QT - Understanding following lambda expression for a SLOT

Question

I am currently trying to understand the new QT5 signal/slot syntax

connect(sender, &Sender::valueChanged, [=](const QString &newValue) {
       receiver->updateValue("senderValue", newValue);
   });

Now my question is where is the address of the receiver SLOT in the above expression ? I wanted to know this because what happens if a signal is in threadA and the slot is in thread B and I wanted it to be a queued connection ?

Answer 1

A slot is a piece of code, it doesn't "live" in a thread - a thread might run it or not, but the code itself doesn't belong to any thread. (If the slot is a member function, then the Qt object defined as the receiver belongs to a Qt thread - that's a property of the object, not the function.)

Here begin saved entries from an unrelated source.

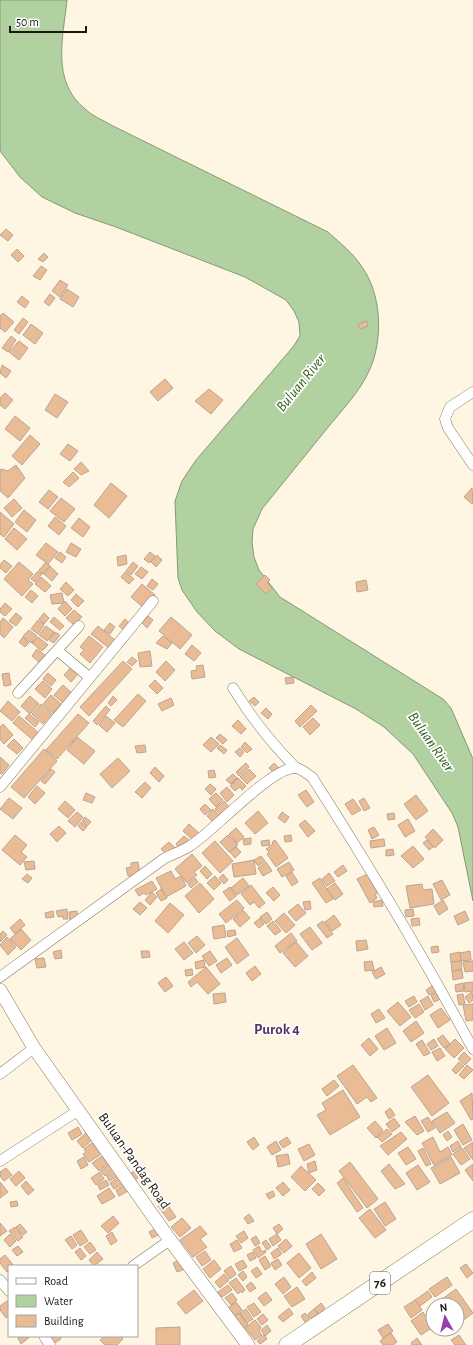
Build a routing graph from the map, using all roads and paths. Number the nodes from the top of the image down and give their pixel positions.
1 (473, 392) edge
2 (473, 465) edge
3 (153, 601) dead end
4 (79, 626) dead end
5 (58, 651) junction
6 (89, 678) junction
7 (234, 688) dead end
8 (18, 693) dead end
9 (296, 768) junction
10 (0, 787) edge
11 (0, 977) edge
12 (0, 990) edge
13 (34, 1048) junction
14 (473, 1050) edge
15 (0, 1074) edge
16 (78, 1110) junction
17 (0, 1161) edge
18 (473, 1220) edge
19 (170, 1240) junction
20 (134, 1265) edge
21 (0, 1280) edge
22 (8, 1290) edge
23 (248, 1345) edge
24 (287, 1345) edge

1 - 2 street
3 - 6 street
4 - 5 street
5 - 6 street
5 - 8 street
6 - 10 street
7 - 9 street
9 - 11 street
9 - 14 street
12 - 13 main road, Buluan-Pandag Road
13 - 15 street
13 - 16 main road, Buluan-Pandag Road
16 - 17 street
16 - 19 main road, Buluan-Pandag Road
18 - 24 highway, 76
19 - 20 street
19 - 23 main road, Buluan-Pandag Road
21 - 22 street

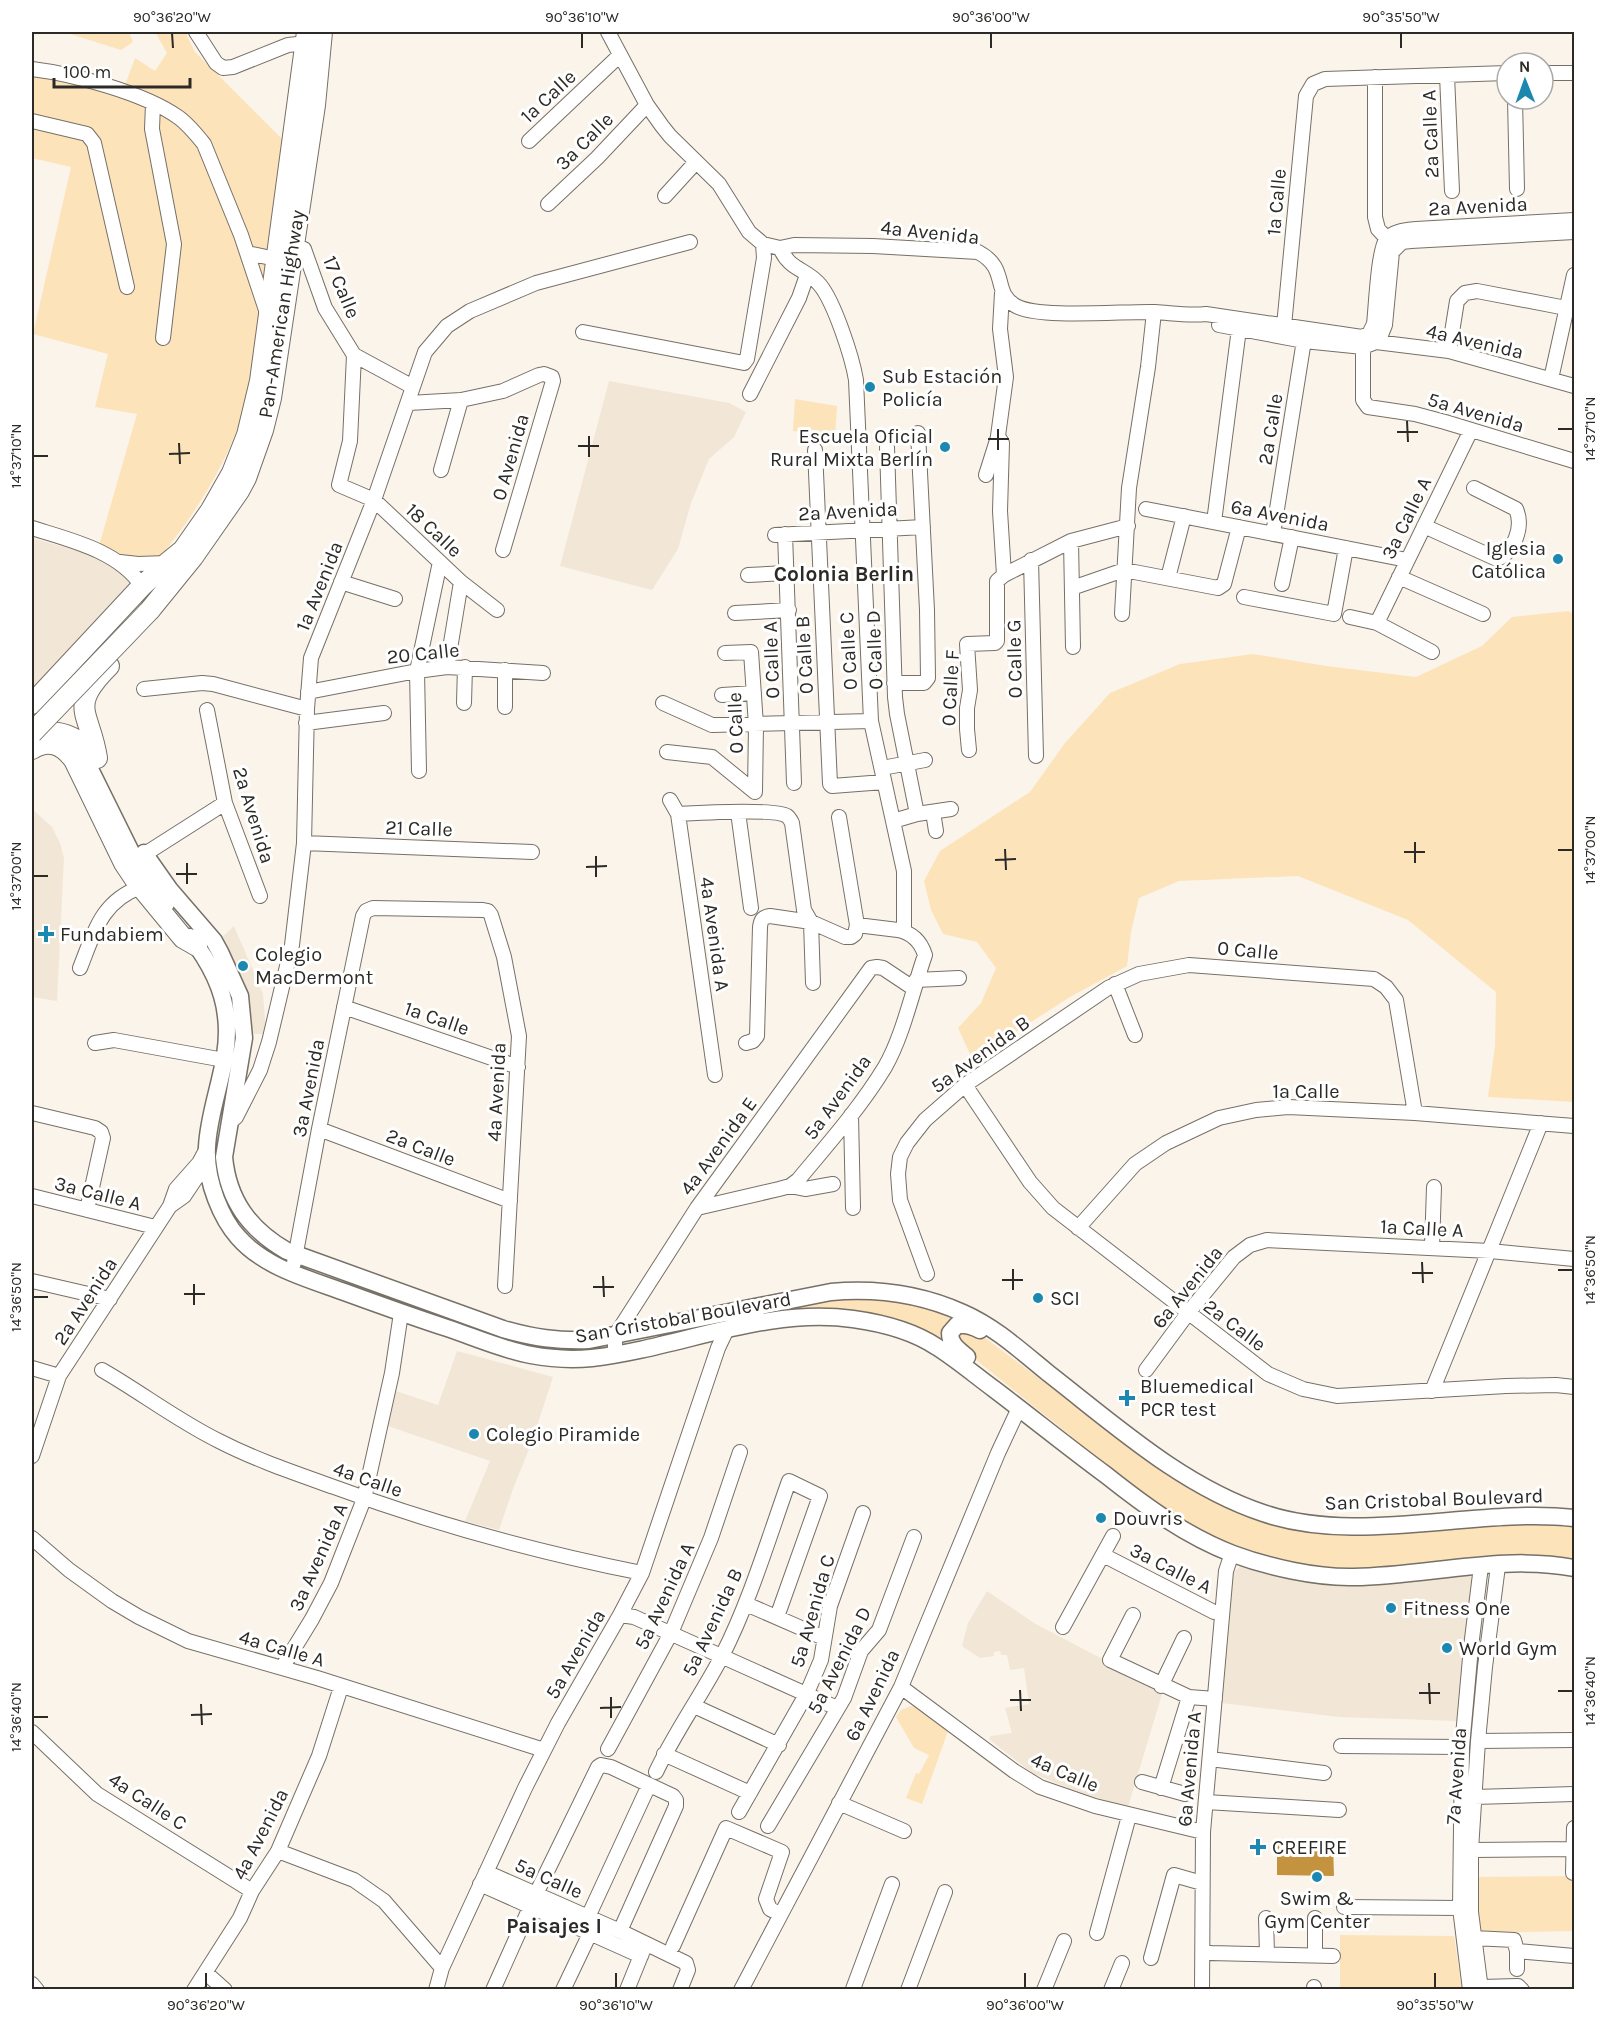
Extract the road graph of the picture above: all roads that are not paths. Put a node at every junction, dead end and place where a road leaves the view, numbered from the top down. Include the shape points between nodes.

In the code you have above, the compiler generates an object that:

• captures receiver by value ([=])
• has a function-call operator that can be called with a reference to a const QString.

That object is passed to connect along with the other two arguments. It's not a QObject, so it doesn't have an owning thread in the Qt sense. What you need to make sure of is that:

• what receiver points to stays alive for as long as that signal is connected
• receiver->updateValue(...) is thread-safe - it will be called in sender's context/thread.

If receiver->updateValue needs to be called in receiver's thread/context, then do not use that syntax for the connect call, use the one where you specify both sender and receiver, and the connection type.